[Stored data]
* * *

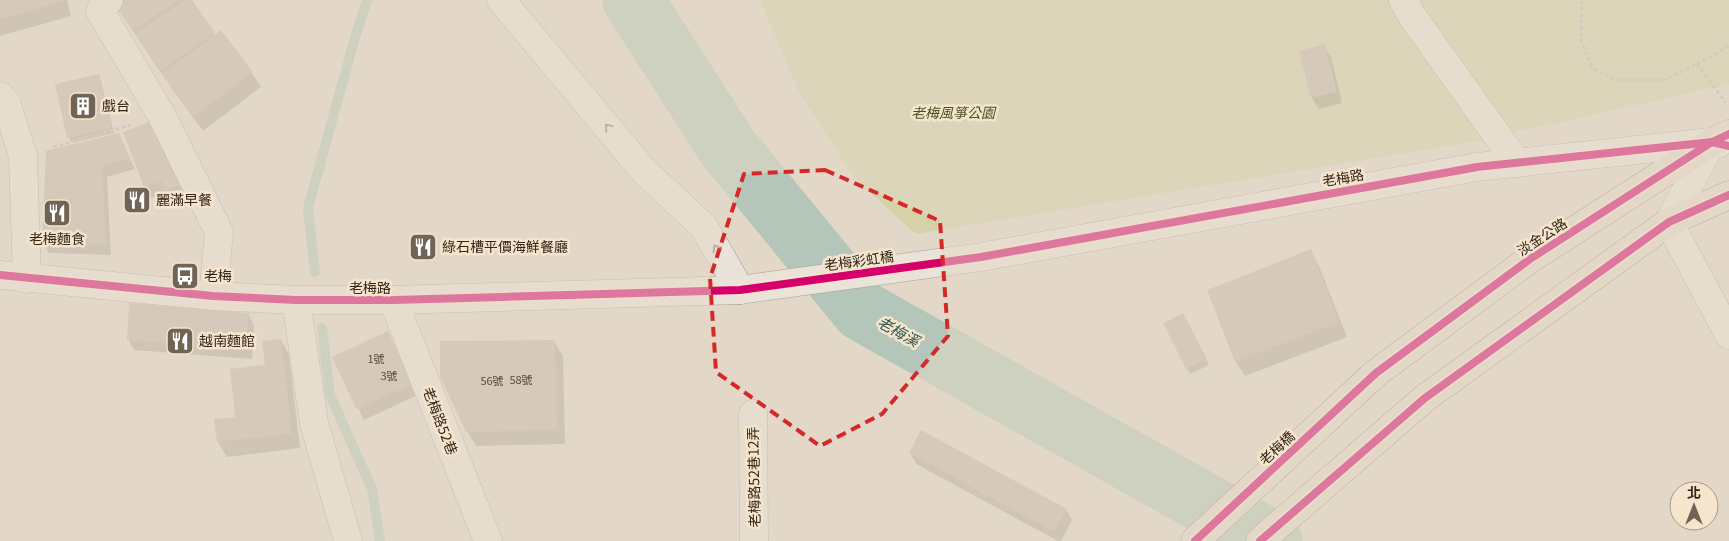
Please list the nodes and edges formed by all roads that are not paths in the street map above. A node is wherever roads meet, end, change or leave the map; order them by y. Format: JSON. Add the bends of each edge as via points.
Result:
{"nodes":[{"id":1,"x":109,"y":0,"type":"edge"},
{"id":2,"x":501,"y":0,"type":"edge"},
{"id":3,"x":1403,"y":0,"type":"edge"},
{"id":4,"x":0,"y":96,"type":"edge"},
{"id":5,"x":1723,"y":141,"type":"edge"},
{"id":6,"x":1517,"y":163,"type":"junction"},
{"id":7,"x":1729,"y":195,"type":"edge"},
{"id":8,"x":1669,"y":222,"type":"junction"},
{"id":9,"x":981,"y":257,"type":"joint"},
{"id":10,"x":0,"y":275,"type":"edge"},
{"id":11,"x":27,"y":279,"type":"junction"},
{"id":12,"x":740,"y":290,"type":"junction"},
{"id":13,"x":213,"y":296,"type":"junction"},
{"id":14,"x":296,"y":300,"type":"junction"},
{"id":15,"x":393,"y":300,"type":"junction"},
{"id":16,"x":1729,"y":335,"type":"edge"},
{"id":17,"x":1376,"y":373,"type":"joint"},
{"id":18,"x":753,"y":414,"type":"dead end"},
{"id":19,"x":348,"y":541,"type":"edge"},
{"id":20,"x":488,"y":541,"type":"edge"},
{"id":21,"x":754,"y":541,"type":"edge"},
{"id":22,"x":1195,"y":541,"type":"edge"},
{"id":23,"x":1260,"y":541,"type":"edge"}],
"edges":[{"from":1,"to":13,"type":"street","via":[[100,11],[162,116],[219,232]]},
{"from":12,"to":2,"type":"street","one_way":true,"via":[[704,227],[644,171]]},
{"from":3,"to":6,"type":"street"},
{"from":4,"to":11,"type":"street","via":[[6,102],[23,156]]},
{"from":5,"to":6,"type":"street","name":"老梅路"},
{"from":5,"to":8,"type":"street"},
{"from":5,"to":17,"type":"main road","name":"淡金公路","via":[[1530,259]]},
{"from":6,"to":9,"type":"street","name":"老梅路","via":[[1477,167]]},
{"from":7,"to":8,"type":"main road"},
{"from":8,"to":16,"type":"street"},
{"from":8,"to":23,"type":"main road","via":[[1425,398]]},
{"from":9,"to":12,"type":"street","name":"老梅彩虹橋"},
{"from":10,"to":11,"type":"street","name":"老梅路"},
{"from":11,"to":13,"type":"street","name":"老梅路"},
{"from":12,"to":15,"type":"street","name":"老梅路"},
{"from":13,"to":14,"type":"street","name":"老梅路"},
{"from":14,"to":15,"type":"street","name":"老梅路"},
{"from":14,"to":19,"type":"street","via":[[314,423]]},
{"from":15,"to":20,"type":"street","name":"老梅路52巷"},
{"from":17,"to":22,"type":"main road","name":"老梅橋"},
{"from":18,"to":21,"type":"street","name":"老梅路52巷12弄"}]}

* * *

-- WHAT THE EXERCISE ASKS --
An exact reproduction of every record above is required, with no pictures included.

-- RESULT OF THE EXERCISE --
Please list the nodes and edges formed by all roads that are not paths in the street map above. A node is wherever roads meet, end, change or leave the map; order them by y. Format: JSON. Add the bends of each edge as via points.
Result:
{"nodes":[{"id":1,"x":109,"y":0,"type":"edge"},
{"id":2,"x":501,"y":0,"type":"edge"},
{"id":3,"x":1403,"y":0,"type":"edge"},
{"id":4,"x":0,"y":96,"type":"edge"},
{"id":5,"x":1723,"y":141,"type":"edge"},
{"id":6,"x":1517,"y":163,"type":"junction"},
{"id":7,"x":1729,"y":195,"type":"edge"},
{"id":8,"x":1669,"y":222,"type":"junction"},
{"id":9,"x":981,"y":257,"type":"joint"},
{"id":10,"x":0,"y":275,"type":"edge"},
{"id":11,"x":27,"y":279,"type":"junction"},
{"id":12,"x":740,"y":290,"type":"junction"},
{"id":13,"x":213,"y":296,"type":"junction"},
{"id":14,"x":296,"y":300,"type":"junction"},
{"id":15,"x":393,"y":300,"type":"junction"},
{"id":16,"x":1729,"y":335,"type":"edge"},
{"id":17,"x":1376,"y":373,"type":"joint"},
{"id":18,"x":753,"y":414,"type":"dead end"},
{"id":19,"x":348,"y":541,"type":"edge"},
{"id":20,"x":488,"y":541,"type":"edge"},
{"id":21,"x":754,"y":541,"type":"edge"},
{"id":22,"x":1195,"y":541,"type":"edge"},
{"id":23,"x":1260,"y":541,"type":"edge"}],
"edges":[{"from":1,"to":13,"type":"street","via":[[100,11],[162,116],[219,232]]},
{"from":12,"to":2,"type":"street","one_way":true,"via":[[704,227],[644,171]]},
{"from":3,"to":6,"type":"street"},
{"from":4,"to":11,"type":"street","via":[[6,102],[23,156]]},
{"from":5,"to":6,"type":"street","name":"老梅路"},
{"from":5,"to":8,"type":"street"},
{"from":5,"to":17,"type":"main road","name":"淡金公路","via":[[1530,259]]},
{"from":6,"to":9,"type":"street","name":"老梅路","via":[[1477,167]]},
{"from":7,"to":8,"type":"main road"},
{"from":8,"to":16,"type":"street"},
{"from":8,"to":23,"type":"main road","via":[[1425,398]]},
{"from":9,"to":12,"type":"street","name":"老梅彩虹橋"},
{"from":10,"to":11,"type":"street","name":"老梅路"},
{"from":11,"to":13,"type":"street","name":"老梅路"},
{"from":12,"to":15,"type":"street","name":"老梅路"},
{"from":13,"to":14,"type":"street","name":"老梅路"},
{"from":14,"to":15,"type":"street","name":"老梅路"},
{"from":14,"to":19,"type":"street","via":[[314,423]]},
{"from":15,"to":20,"type":"street","name":"老梅路52巷"},
{"from":17,"to":22,"type":"main road","name":"老梅橋"},
{"from":18,"to":21,"type":"street","name":"老梅路52巷12弄"}]}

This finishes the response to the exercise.